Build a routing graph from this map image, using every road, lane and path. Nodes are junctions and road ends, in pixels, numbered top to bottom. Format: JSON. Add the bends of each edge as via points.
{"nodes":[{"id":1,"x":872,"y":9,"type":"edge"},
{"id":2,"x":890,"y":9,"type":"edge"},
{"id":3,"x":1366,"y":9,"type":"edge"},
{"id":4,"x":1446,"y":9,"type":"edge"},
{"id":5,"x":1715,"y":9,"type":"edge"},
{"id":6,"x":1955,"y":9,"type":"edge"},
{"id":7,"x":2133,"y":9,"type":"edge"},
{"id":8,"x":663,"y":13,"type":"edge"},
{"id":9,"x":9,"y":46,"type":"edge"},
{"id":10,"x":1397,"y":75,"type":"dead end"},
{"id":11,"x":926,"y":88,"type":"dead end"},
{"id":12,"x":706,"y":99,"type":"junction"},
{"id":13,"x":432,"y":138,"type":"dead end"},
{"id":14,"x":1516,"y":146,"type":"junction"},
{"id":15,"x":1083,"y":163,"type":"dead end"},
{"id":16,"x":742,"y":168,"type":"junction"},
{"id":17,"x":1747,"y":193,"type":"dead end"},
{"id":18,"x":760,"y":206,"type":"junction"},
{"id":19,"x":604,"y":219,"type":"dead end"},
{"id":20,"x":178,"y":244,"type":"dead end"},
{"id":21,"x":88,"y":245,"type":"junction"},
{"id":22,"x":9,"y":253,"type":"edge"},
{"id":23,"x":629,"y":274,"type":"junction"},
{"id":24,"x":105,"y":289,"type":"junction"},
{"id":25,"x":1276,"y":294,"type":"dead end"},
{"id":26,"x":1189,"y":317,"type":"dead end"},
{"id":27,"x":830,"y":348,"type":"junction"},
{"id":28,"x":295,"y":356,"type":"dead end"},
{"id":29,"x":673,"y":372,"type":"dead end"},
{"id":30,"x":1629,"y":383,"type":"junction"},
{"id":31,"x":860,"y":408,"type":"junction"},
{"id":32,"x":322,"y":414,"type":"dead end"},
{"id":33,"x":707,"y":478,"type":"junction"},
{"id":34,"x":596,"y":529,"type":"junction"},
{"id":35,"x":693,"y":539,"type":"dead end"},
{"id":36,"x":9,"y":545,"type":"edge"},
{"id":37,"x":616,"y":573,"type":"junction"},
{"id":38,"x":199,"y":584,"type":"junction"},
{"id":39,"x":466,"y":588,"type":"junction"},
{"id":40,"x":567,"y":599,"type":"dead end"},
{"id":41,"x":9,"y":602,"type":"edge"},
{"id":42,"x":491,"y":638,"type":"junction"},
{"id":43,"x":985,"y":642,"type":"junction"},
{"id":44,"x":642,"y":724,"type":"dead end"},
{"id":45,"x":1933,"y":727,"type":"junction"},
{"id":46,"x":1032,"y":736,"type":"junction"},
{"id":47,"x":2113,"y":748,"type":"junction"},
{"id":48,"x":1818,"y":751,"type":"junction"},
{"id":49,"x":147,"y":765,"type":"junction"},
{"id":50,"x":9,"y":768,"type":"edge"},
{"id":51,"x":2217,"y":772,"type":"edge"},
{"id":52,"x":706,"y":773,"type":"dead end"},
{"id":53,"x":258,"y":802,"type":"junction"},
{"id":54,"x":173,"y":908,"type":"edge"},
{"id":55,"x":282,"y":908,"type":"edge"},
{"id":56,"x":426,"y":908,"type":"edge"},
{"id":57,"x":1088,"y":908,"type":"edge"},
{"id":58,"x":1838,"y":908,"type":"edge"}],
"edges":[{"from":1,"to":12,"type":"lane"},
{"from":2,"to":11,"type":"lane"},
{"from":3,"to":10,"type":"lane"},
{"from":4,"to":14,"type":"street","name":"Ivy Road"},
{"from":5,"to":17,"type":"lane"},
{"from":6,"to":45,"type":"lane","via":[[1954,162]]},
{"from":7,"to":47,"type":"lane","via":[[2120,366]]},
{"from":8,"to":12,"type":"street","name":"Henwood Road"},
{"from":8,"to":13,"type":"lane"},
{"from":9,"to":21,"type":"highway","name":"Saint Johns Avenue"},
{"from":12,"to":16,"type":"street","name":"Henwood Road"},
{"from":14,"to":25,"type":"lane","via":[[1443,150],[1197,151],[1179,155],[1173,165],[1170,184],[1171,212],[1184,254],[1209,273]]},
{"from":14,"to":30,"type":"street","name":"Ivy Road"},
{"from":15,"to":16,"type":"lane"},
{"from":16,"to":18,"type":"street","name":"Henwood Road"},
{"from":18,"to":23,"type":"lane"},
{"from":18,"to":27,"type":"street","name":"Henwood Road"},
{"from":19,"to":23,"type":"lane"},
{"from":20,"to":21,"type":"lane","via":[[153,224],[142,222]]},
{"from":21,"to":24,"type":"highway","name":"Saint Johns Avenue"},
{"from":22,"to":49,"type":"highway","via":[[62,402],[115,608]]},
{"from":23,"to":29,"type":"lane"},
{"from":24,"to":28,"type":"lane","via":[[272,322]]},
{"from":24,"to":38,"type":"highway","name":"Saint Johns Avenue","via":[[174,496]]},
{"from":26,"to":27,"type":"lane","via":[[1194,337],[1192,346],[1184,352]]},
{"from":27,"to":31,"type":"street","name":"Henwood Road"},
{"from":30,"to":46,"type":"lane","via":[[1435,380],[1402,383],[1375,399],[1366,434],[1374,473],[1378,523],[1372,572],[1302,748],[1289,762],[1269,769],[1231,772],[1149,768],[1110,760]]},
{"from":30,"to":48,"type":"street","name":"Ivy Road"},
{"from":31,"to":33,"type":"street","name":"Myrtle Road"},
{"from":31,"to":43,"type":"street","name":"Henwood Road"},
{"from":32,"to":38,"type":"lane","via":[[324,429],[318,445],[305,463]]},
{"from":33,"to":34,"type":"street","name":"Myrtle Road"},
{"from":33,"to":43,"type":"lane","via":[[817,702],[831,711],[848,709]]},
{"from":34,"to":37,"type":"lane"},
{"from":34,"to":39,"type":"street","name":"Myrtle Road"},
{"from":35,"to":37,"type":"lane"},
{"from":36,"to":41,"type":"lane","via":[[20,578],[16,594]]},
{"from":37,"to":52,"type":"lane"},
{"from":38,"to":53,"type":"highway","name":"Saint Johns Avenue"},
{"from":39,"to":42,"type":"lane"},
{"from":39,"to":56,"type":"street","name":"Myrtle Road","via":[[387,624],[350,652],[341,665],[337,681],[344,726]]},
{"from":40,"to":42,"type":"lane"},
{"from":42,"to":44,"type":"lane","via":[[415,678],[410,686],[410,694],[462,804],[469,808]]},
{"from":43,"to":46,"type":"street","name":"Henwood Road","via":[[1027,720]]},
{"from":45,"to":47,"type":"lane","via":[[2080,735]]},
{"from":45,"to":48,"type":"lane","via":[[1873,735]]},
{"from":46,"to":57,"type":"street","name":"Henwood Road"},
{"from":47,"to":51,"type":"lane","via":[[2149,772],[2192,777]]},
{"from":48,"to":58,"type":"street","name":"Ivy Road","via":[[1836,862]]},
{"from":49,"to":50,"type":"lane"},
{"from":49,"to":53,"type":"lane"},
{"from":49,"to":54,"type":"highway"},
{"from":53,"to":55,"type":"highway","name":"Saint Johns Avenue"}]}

-.-.-

▶ _WORK REQUIRED_: Copy the entries exactly as they appear.

▶ _RESPONSE TO THE TASK_:
Build a routing graph from this map image, using every road, lane and path. Nodes are junctions and road ends, in pixels, numbered top to bottom. Format: JSON. Add the bends of each edge as via points.
{"nodes":[{"id":1,"x":872,"y":9,"type":"edge"},
{"id":2,"x":890,"y":9,"type":"edge"},
{"id":3,"x":1366,"y":9,"type":"edge"},
{"id":4,"x":1446,"y":9,"type":"edge"},
{"id":5,"x":1715,"y":9,"type":"edge"},
{"id":6,"x":1955,"y":9,"type":"edge"},
{"id":7,"x":2133,"y":9,"type":"edge"},
{"id":8,"x":663,"y":13,"type":"edge"},
{"id":9,"x":9,"y":46,"type":"edge"},
{"id":10,"x":1397,"y":75,"type":"dead end"},
{"id":11,"x":926,"y":88,"type":"dead end"},
{"id":12,"x":706,"y":99,"type":"junction"},
{"id":13,"x":432,"y":138,"type":"dead end"},
{"id":14,"x":1516,"y":146,"type":"junction"},
{"id":15,"x":1083,"y":163,"type":"dead end"},
{"id":16,"x":742,"y":168,"type":"junction"},
{"id":17,"x":1747,"y":193,"type":"dead end"},
{"id":18,"x":760,"y":206,"type":"junction"},
{"id":19,"x":604,"y":219,"type":"dead end"},
{"id":20,"x":178,"y":244,"type":"dead end"},
{"id":21,"x":88,"y":245,"type":"junction"},
{"id":22,"x":9,"y":253,"type":"edge"},
{"id":23,"x":629,"y":274,"type":"junction"},
{"id":24,"x":105,"y":289,"type":"junction"},
{"id":25,"x":1276,"y":294,"type":"dead end"},
{"id":26,"x":1189,"y":317,"type":"dead end"},
{"id":27,"x":830,"y":348,"type":"junction"},
{"id":28,"x":295,"y":356,"type":"dead end"},
{"id":29,"x":673,"y":372,"type":"dead end"},
{"id":30,"x":1629,"y":383,"type":"junction"},
{"id":31,"x":860,"y":408,"type":"junction"},
{"id":32,"x":322,"y":414,"type":"dead end"},
{"id":33,"x":707,"y":478,"type":"junction"},
{"id":34,"x":596,"y":529,"type":"junction"},
{"id":35,"x":693,"y":539,"type":"dead end"},
{"id":36,"x":9,"y":545,"type":"edge"},
{"id":37,"x":616,"y":573,"type":"junction"},
{"id":38,"x":199,"y":584,"type":"junction"},
{"id":39,"x":466,"y":588,"type":"junction"},
{"id":40,"x":567,"y":599,"type":"dead end"},
{"id":41,"x":9,"y":602,"type":"edge"},
{"id":42,"x":491,"y":638,"type":"junction"},
{"id":43,"x":985,"y":642,"type":"junction"},
{"id":44,"x":642,"y":724,"type":"dead end"},
{"id":45,"x":1933,"y":727,"type":"junction"},
{"id":46,"x":1032,"y":736,"type":"junction"},
{"id":47,"x":2113,"y":748,"type":"junction"},
{"id":48,"x":1818,"y":751,"type":"junction"},
{"id":49,"x":147,"y":765,"type":"junction"},
{"id":50,"x":9,"y":768,"type":"edge"},
{"id":51,"x":2217,"y":772,"type":"edge"},
{"id":52,"x":706,"y":773,"type":"dead end"},
{"id":53,"x":258,"y":802,"type":"junction"},
{"id":54,"x":173,"y":908,"type":"edge"},
{"id":55,"x":282,"y":908,"type":"edge"},
{"id":56,"x":426,"y":908,"type":"edge"},
{"id":57,"x":1088,"y":908,"type":"edge"},
{"id":58,"x":1838,"y":908,"type":"edge"}],
"edges":[{"from":1,"to":12,"type":"lane"},
{"from":2,"to":11,"type":"lane"},
{"from":3,"to":10,"type":"lane"},
{"from":4,"to":14,"type":"street","name":"Ivy Road"},
{"from":5,"to":17,"type":"lane"},
{"from":6,"to":45,"type":"lane","via":[[1954,162]]},
{"from":7,"to":47,"type":"lane","via":[[2120,366]]},
{"from":8,"to":12,"type":"street","name":"Henwood Road"},
{"from":8,"to":13,"type":"lane"},
{"from":9,"to":21,"type":"highway","name":"Saint Johns Avenue"},
{"from":12,"to":16,"type":"street","name":"Henwood Road"},
{"from":14,"to":25,"type":"lane","via":[[1443,150],[1197,151],[1179,155],[1173,165],[1170,184],[1171,212],[1184,254],[1209,273]]},
{"from":14,"to":30,"type":"street","name":"Ivy Road"},
{"from":15,"to":16,"type":"lane"},
{"from":16,"to":18,"type":"street","name":"Henwood Road"},
{"from":18,"to":23,"type":"lane"},
{"from":18,"to":27,"type":"street","name":"Henwood Road"},
{"from":19,"to":23,"type":"lane"},
{"from":20,"to":21,"type":"lane","via":[[153,224],[142,222]]},
{"from":21,"to":24,"type":"highway","name":"Saint Johns Avenue"},
{"from":22,"to":49,"type":"highway","via":[[62,402],[115,608]]},
{"from":23,"to":29,"type":"lane"},
{"from":24,"to":28,"type":"lane","via":[[272,322]]},
{"from":24,"to":38,"type":"highway","name":"Saint Johns Avenue","via":[[174,496]]},
{"from":26,"to":27,"type":"lane","via":[[1194,337],[1192,346],[1184,352]]},
{"from":27,"to":31,"type":"street","name":"Henwood Road"},
{"from":30,"to":46,"type":"lane","via":[[1435,380],[1402,383],[1375,399],[1366,434],[1374,473],[1378,523],[1372,572],[1302,748],[1289,762],[1269,769],[1231,772],[1149,768],[1110,760]]},
{"from":30,"to":48,"type":"street","name":"Ivy Road"},
{"from":31,"to":33,"type":"street","name":"Myrtle Road"},
{"from":31,"to":43,"type":"street","name":"Henwood Road"},
{"from":32,"to":38,"type":"lane","via":[[324,429],[318,445],[305,463]]},
{"from":33,"to":34,"type":"street","name":"Myrtle Road"},
{"from":33,"to":43,"type":"lane","via":[[817,702],[831,711],[848,709]]},
{"from":34,"to":37,"type":"lane"},
{"from":34,"to":39,"type":"street","name":"Myrtle Road"},
{"from":35,"to":37,"type":"lane"},
{"from":36,"to":41,"type":"lane","via":[[20,578],[16,594]]},
{"from":37,"to":52,"type":"lane"},
{"from":38,"to":53,"type":"highway","name":"Saint Johns Avenue"},
{"from":39,"to":42,"type":"lane"},
{"from":39,"to":56,"type":"street","name":"Myrtle Road","via":[[387,624],[350,652],[341,665],[337,681],[344,726]]},
{"from":40,"to":42,"type":"lane"},
{"from":42,"to":44,"type":"lane","via":[[415,678],[410,686],[410,694],[462,804],[469,808]]},
{"from":43,"to":46,"type":"street","name":"Henwood Road","via":[[1027,720]]},
{"from":45,"to":47,"type":"lane","via":[[2080,735]]},
{"from":45,"to":48,"type":"lane","via":[[1873,735]]},
{"from":46,"to":57,"type":"street","name":"Henwood Road"},
{"from":47,"to":51,"type":"lane","via":[[2149,772],[2192,777]]},
{"from":48,"to":58,"type":"street","name":"Ivy Road","via":[[1836,862]]},
{"from":49,"to":50,"type":"lane"},
{"from":49,"to":53,"type":"lane"},
{"from":49,"to":54,"type":"highway"},
{"from":53,"to":55,"type":"highway","name":"Saint Johns Avenue"}]}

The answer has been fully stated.